[Stored data]
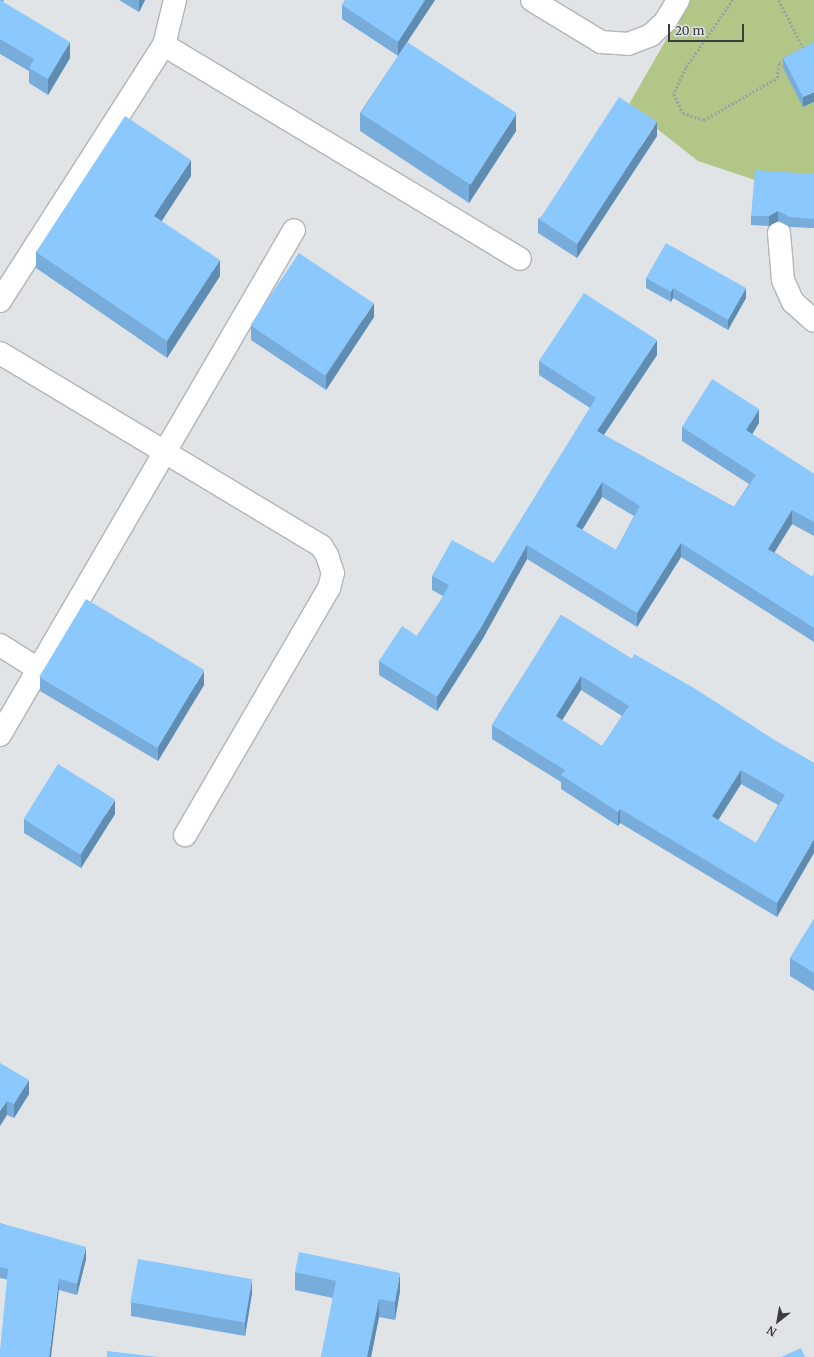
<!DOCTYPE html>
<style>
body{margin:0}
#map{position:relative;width:814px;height:1357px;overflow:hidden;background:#e1e4e6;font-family:Merriweather,serif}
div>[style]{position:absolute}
.green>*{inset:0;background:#b2c688}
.path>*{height:2.5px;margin-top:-1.25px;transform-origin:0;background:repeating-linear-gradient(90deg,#9fa1a3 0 2px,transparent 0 4px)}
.roads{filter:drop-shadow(1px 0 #b2b4b6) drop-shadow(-1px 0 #b2b4b6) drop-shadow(0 1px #b2b4b6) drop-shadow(0 -1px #b2b4b6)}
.minor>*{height:22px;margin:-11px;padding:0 11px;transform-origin:11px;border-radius:11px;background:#fff}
.wall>*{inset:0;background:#78acda}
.shaded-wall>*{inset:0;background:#618cb2}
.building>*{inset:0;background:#8bc8fe;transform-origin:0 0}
span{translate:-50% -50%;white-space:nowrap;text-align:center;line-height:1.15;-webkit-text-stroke:3.5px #e1e4e6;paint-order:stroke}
.north{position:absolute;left:758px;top:1301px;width:40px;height:40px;-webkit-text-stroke:3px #e1e4e6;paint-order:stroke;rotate:211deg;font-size:11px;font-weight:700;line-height:16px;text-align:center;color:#3b3c3d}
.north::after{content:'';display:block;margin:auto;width:14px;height:18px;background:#3b3c3d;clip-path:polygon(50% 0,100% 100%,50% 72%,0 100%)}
.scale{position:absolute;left:668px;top:24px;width:76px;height:18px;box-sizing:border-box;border:2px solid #3b3c3d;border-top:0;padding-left:5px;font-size:12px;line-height:14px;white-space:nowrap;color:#3b3c3d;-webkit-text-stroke:3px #e1e4e6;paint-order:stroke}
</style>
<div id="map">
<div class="green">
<div style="clip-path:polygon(689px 0,814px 0,814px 52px,803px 107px,814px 102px,814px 184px,755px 180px,698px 161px,628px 106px)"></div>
</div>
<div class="path">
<div style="left:733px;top:0;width:83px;rotate:124.7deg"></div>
<div style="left:686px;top:68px;width:29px;rotate:115deg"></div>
<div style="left:674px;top:94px;width:21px;rotate:65deg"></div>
<div style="left:683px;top:113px;width:22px;rotate:18deg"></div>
<div style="left:704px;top:120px;width:84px;rotate:-29.9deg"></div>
<div style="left:777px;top:78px;width:15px;rotate:-82deg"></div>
<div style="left:779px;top:63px;width:8px;rotate:-30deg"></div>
<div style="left:779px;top:0;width:56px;rotate:63.4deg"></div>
</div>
<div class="roads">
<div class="minor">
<div style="left:175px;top:0;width:46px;rotate:103.7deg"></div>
<div style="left:164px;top:45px;width:415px;rotate:31deg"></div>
<div style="left:532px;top:0;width:81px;rotate:31.3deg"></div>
<div style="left:601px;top:42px;width:27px;rotate:4deg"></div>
<div style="left:628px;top:44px;width:25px;rotate:-21deg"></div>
<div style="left:651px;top:35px;width:19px;rotate:-43deg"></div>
<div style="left:665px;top:22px;width:26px;rotate:-59deg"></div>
<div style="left:779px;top:233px;width:47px;rotate:85.1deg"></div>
<div style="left:783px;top:280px;width:24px;rotate:66deg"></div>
<div style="left:793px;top:302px;width:28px;rotate:42deg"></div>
<div style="left:0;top:301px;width:304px;rotate:-57.4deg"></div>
<div style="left:0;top:353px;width:375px;rotate:31deg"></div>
<div style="left:321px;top:546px;width:11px;rotate:56deg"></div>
<div style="left:327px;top:555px;width:19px;rotate:72deg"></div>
<div style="left:333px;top:573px;width:16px;rotate:105deg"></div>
<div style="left:329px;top:588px;width:286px;rotate:120.2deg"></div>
<div style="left:0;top:645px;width:45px;rotate:32.3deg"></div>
<div style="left:0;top:735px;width:584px;rotate:-59.79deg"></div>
</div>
</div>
<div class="wall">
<div style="clip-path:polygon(0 0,4px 0,3px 2px,70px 58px,48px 95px,29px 83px,29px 71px,0 54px)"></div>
<div style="clip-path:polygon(119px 0,145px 0,139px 12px)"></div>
<div style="clip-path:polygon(345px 0,435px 0,407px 42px,516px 131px,469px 203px,360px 131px,360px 113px,398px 56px,342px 19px,342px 5px)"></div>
<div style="clip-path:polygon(814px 42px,803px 107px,783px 68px,783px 58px)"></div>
<div style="clip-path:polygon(657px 136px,577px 258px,538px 233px,538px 219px)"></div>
<div style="clip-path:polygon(814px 174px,814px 228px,790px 227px,778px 221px,769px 226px,751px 225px,751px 216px)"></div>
<div style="clip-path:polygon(191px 176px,161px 221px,220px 276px,167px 358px,36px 268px,36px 252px)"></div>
<div style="clip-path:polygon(646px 278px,746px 298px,728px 330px,673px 298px,671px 302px,646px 288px)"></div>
<div style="clip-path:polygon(374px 317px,326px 390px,251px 340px,251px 326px)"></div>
<div style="clip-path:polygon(evenodd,657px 355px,604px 435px,734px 507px,749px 484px,682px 441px,682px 427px,759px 423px,752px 434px,814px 474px,814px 536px,792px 524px,774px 552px,812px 577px,814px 574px,814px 642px,681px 557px,637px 627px,527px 559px,482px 640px,437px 711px,379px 675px,379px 661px,417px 636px,439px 603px,443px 596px,432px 590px,432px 576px,494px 563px,590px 408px,539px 375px,539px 361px,657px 355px,602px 497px,634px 516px,616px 550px,582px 530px,602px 497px)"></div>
<div style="clip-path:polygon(evenodd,561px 615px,632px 659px,814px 763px,777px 917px,620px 823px,618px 826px,561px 789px,561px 782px,492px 739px,492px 725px,561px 615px,581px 690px,622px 716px,602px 746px,562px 720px,581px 690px,561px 615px,741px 784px,778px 805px,756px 843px,718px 820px,741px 784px)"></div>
<div style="clip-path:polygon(40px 677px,204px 685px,158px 761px,40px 691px)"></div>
<div style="clip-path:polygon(115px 814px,81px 868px,24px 833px,24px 819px)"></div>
<div style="clip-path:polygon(814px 919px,814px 991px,790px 976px,790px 958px)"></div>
<div style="clip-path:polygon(0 1063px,29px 1094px,14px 1118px,7px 1115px)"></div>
<div style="clip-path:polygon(0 1223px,86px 1259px,77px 1295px,59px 1290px,0 1278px)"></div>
<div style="clip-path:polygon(295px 1272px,400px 1291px,395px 1320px,379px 1317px,371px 1357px,321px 1357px,333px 1298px,295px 1290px)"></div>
<div style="clip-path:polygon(252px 1293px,245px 1336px,131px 1316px,131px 1302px)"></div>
</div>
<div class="shaded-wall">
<div style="clip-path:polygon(139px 0,145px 0,139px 12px)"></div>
<div style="clip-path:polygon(425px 0,435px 0,398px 56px,398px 42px)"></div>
<div style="clip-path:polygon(70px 42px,70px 58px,48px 95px,48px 79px)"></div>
<div style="clip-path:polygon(814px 92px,814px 102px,803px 107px,803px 97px)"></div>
<div style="clip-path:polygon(516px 114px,516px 131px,469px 203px,469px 185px)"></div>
<div style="clip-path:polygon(657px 122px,657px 136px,577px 258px,577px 244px)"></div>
<div style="clip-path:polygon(191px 160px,191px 176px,154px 233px,154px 216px)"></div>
<div style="clip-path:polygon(778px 211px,778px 221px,769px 226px,769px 216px)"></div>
<div style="clip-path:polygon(220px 260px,220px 276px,167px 358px,167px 341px)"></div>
<div style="clip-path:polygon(673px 288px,673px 298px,671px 302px,671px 292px)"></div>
<div style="clip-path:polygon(746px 288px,746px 298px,728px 330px,728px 320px)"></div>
<div style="clip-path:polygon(374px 303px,374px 317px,326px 390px,326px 376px)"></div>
<div style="clip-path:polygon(657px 340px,657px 355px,597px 445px,597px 431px)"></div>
<div style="clip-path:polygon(759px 409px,759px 423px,746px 444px,746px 430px)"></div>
<div style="clip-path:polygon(602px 482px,602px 497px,576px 540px,576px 526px)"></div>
<div style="clip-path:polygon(792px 510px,792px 524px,768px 563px,768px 549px)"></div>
<div style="clip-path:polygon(681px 543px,681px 557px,637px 627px,637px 613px)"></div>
<div style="clip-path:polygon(527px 545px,527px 559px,482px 640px,437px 711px,437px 697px)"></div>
<div style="clip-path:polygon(204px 671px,204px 685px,158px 761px,158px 747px)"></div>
<div style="clip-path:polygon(581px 676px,581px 690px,556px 730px,556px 716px)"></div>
<div style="clip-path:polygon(741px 770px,741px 784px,712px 830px,712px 816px)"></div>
<div style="clip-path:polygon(115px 800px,115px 814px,81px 868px,81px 854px)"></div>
<div style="clip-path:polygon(620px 809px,620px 823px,618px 826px,618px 812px)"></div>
<div style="clip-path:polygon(814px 839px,814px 853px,777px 917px,777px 903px)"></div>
<div style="clip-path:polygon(29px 1080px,29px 1094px,14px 1118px,14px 1104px)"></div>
<div style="clip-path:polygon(7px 1101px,7px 1115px,0 1126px,0 1111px)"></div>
<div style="clip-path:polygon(86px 1247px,86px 1259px,77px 1295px,77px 1284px)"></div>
<div style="clip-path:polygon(400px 1273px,400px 1291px,395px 1320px,395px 1302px)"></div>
<div style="clip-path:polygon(59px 1279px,59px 1290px,51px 1357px,49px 1357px)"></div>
<div style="clip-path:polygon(252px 1279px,252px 1293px,245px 1336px,245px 1322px)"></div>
<div style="clip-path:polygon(379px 1299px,379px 1317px,371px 1357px,367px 1357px)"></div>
</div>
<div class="building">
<div style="clip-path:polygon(0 0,70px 42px,48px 79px,29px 68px,34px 59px,0 39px)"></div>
<div style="clip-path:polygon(345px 0,425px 0,398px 42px,342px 5px)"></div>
<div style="left:407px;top:42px;width:131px;height:85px;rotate:33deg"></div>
<div style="clip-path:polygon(814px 42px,814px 92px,803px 97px,783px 58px)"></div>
<div style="left:619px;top:97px;width:45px;height:146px;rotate:33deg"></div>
<div style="clip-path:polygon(125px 116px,191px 160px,154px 216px,220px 260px,167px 341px,36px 252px)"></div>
<div style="clip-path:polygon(755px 170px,814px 174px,814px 219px,790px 217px,778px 211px,769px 216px,751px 216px)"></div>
<div style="clip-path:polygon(666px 243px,746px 288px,728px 320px,673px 288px,671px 292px,646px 278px)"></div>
<div style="left:299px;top:253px;width:90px;height:87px;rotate:34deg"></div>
<div style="clip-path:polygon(evenodd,584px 293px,657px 340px,597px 431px,734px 507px,756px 475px,682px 427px,712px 379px,759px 409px,746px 430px,814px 474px,814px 522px,792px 510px,768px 549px,812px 577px,814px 574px,814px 628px,681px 543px,637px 613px,527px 545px,482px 626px,437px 697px,379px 661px,402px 626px,417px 636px,439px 603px,449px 585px,432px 576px,452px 540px,494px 563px,596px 398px,539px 361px,584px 293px,602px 482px,640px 506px,616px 550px,576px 526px,602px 482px)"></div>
<div style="left:86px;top:599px;width:138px;height:91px;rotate:31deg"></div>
<div style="clip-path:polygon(evenodd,561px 615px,632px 659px,634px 654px,694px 688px,776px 741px,814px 763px,814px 839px,777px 903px,620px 809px,618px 812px,561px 775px,565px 770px,492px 725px,561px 615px,581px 676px,629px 706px,602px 746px,556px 716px,581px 676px,561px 615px,741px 770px,785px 795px,756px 843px,712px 816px,741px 770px)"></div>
<div style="left:58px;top:764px;width:67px;height:65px;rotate:32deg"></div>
<div style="clip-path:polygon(814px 919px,814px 973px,790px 958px)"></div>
<div style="clip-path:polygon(0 1063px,29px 1080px,14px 1104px,7px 1101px,0 1111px)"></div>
<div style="clip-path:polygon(0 1223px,86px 1247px,77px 1284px,59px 1279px,49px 1357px,0 1357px,0 1351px,8px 1269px,0 1267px)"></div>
<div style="clip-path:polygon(299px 1252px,400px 1273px,395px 1302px,379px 1299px,367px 1357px,321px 1357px,336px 1281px,295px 1272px)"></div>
<div style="left:138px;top:1259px;width:116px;height:44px;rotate:10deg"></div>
<div style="clip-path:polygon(801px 1348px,805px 1357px,781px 1357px)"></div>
<div style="clip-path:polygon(107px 1351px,159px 1357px,107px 1357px)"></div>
</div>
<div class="north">N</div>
<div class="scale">20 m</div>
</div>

**The problem**
Look above for lines with the word "shaded" and copy them all.

**Exercise output**
.shaded-wall>*{inset:0;background:#618cb2}
<div class="shaded-wall">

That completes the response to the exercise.